In order to find lasso peptides in nature, Mitchell recruited University of Illinois undergraduates to write a discovery algorithm that allowed them to define and catalog lasso peptides found in microbial genomes. Although restrictive to archaea and bacteria, lasso peptides were found to be common and fairly distributed within those domains. What was once a bottleneck is no longer the case, as close to 5,000 lasso peptides have been discovered.

With a total of $5.1 million raised since 2019, Lassogen plans to focus its efforts in immuno-oncology, including development of agonists or dual antagonists of cell surface receptors called GCPRs.

“Lassogen has strategically targeted GPCRs that are not exploited medicinally by other therapeutic modalities,” said Mitchell. “There are G protein-coupled receptors that are involved in various types of cancer where there is good validation that modulation of that target could be beneficial for stopping tumor growth or enabling the immune response to eliminate the tumor. We have lasso peptide-based compounds that modulate these targets, and we are exploring ways to exploit the vast potential of lasso peptides in cancer.”

Lassogen also has a federally funded collaborative project with Mitchell at Illinois to develop a production strategy that would allow enzymatic creation of any desired lasso peptide. Their strategy would allow programming of a substrate to become compatible with an enzyme that would normally not process it, thus enabling discovery and optimization for anticancer research or other therapeutic areas.

“Lasso peptides have solved a paradox where pathways are selective and promiscuous at the same time,” said Mitchell. “You can retain the part that endows selectivity, but then stick something on the other half of the peptide that is unnatural or natural to make these huge combinatorial libraries that select for the activities that you want.”

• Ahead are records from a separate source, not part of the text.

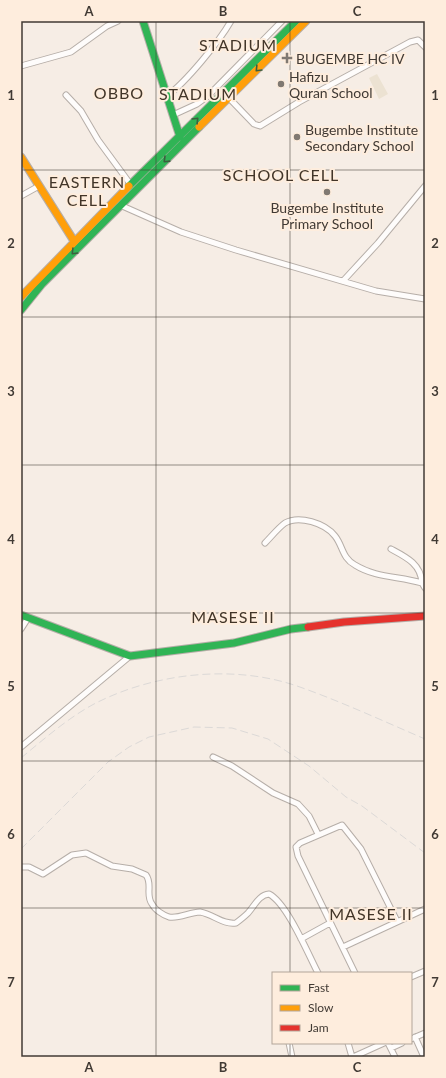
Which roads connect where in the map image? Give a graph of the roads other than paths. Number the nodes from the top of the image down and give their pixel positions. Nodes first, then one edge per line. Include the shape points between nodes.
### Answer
1 (118, 21) edge
2 (143, 21) edge
3 (231, 21) edge
4 (282, 21) edge
5 (296, 21) edge
6 (306, 21) edge
7 (425, 47) edge
8 (21, 66) edge
9 (66, 96) dead end
10 (167, 96) junction
11 (230, 98) junction
12 (173, 115) junction
13 (180, 137) junction
14 (21, 157) edge
15 (39, 186) junction
16 (131, 186) junction
17 (425, 186) edge
18 (21, 196) edge
19 (120, 205) junction
20 (74, 241) junction
21 (343, 281) junction
22 (21, 297) edge
23 (425, 299) edge
24 (21, 310) edge
25 (265, 543) dead end
26 (391, 549) dead end
27 (422, 583) junction
28 (425, 588) edge
29 (25, 616) edge
30 (425, 616) edge
31 (21, 629) edge
32 (130, 656) junction
33 (21, 747) edge
34 (213, 757) dead end
35 (318, 834) junction
36 (21, 866) edge
37 (425, 909) edge
38 (397, 921) junction
39 (330, 923) junction
40 (301, 939) junction
41 (343, 947) junction
42 (425, 971) edge
43 (318, 972) edge
44 (355, 972) edge
45 (412, 977) edge
46 (425, 1033) edge
47 (413, 1038) edge
48 (289, 1044) edge
49 (348, 1044) edge
50 (382, 1044) edge
51 (389, 1046) edge
52 (292, 1057) edge
53 (352, 1057) edge
54 (395, 1057) edge
55 (424, 1057) edge

1 - 8 street via 71,52
2 - 10 main road
3 - 10 street via 190,73
4 - 12 street via 208,96
13 -> 5 main road
6 -> 11 main road
7 - 11 street via 418,40 410,42 260,126 254,124
9 - 16 street via 81,111
10 - 12 main road
11 -> 19 main road
12 - 13 main road
13 - 16 main road
14 - 15 main road
15 - 18 street
15 - 20 main road
16 - 20 main road
17 - 21 street
19 - 21 street via 182,232
19 -> 24 main road via 42,284
20 - 22 main road
21 - 23 street via 387,293
25 - 27 street via 288,522 318,523 336,536 346,559 355,565 372,574
26 - 27 street via 416,565 422,576
27 - 28 street
29 - 31 street
29 - 32 main road
30 - 32 main road via 291,629 234,643
32 - 33 street
34 - 35 street via 232,766 273,793 298,804 309,816
35 - 38 street via 342,825 361,849
35 - 39 street via 300,843 296,851
36 - 40 street via 43,874 72,855 86,853 112,866 132,869 146,875 150,884 152,904 170,917 202,912 226,922 236,923 260,898 269,894 278,901
37 - 38 street
38 - 41 street
39 - 40 street
39 - 41 street
40 - 43 street
41 - 44 street
42 - 45 street
46 - 47 street
47 - 55 street
48 - 52 street
49 - 53 street
50 - 53 street
51 - 54 street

As an academic collaborator and consultant, Mitchell will continue working with Lassogen in exploring and honing the chimeric strategy. In addition, some applications are currently underway to work on coronaviruses, where protein-protein interactions are key.

“The things that we develop and learn in my lab have value to Lassogen and there are specific larger projects that we want to do together,” said Mitchell. “These compounds are underexploited and underleveraged, and in my opinion, too interesting to not pursue.”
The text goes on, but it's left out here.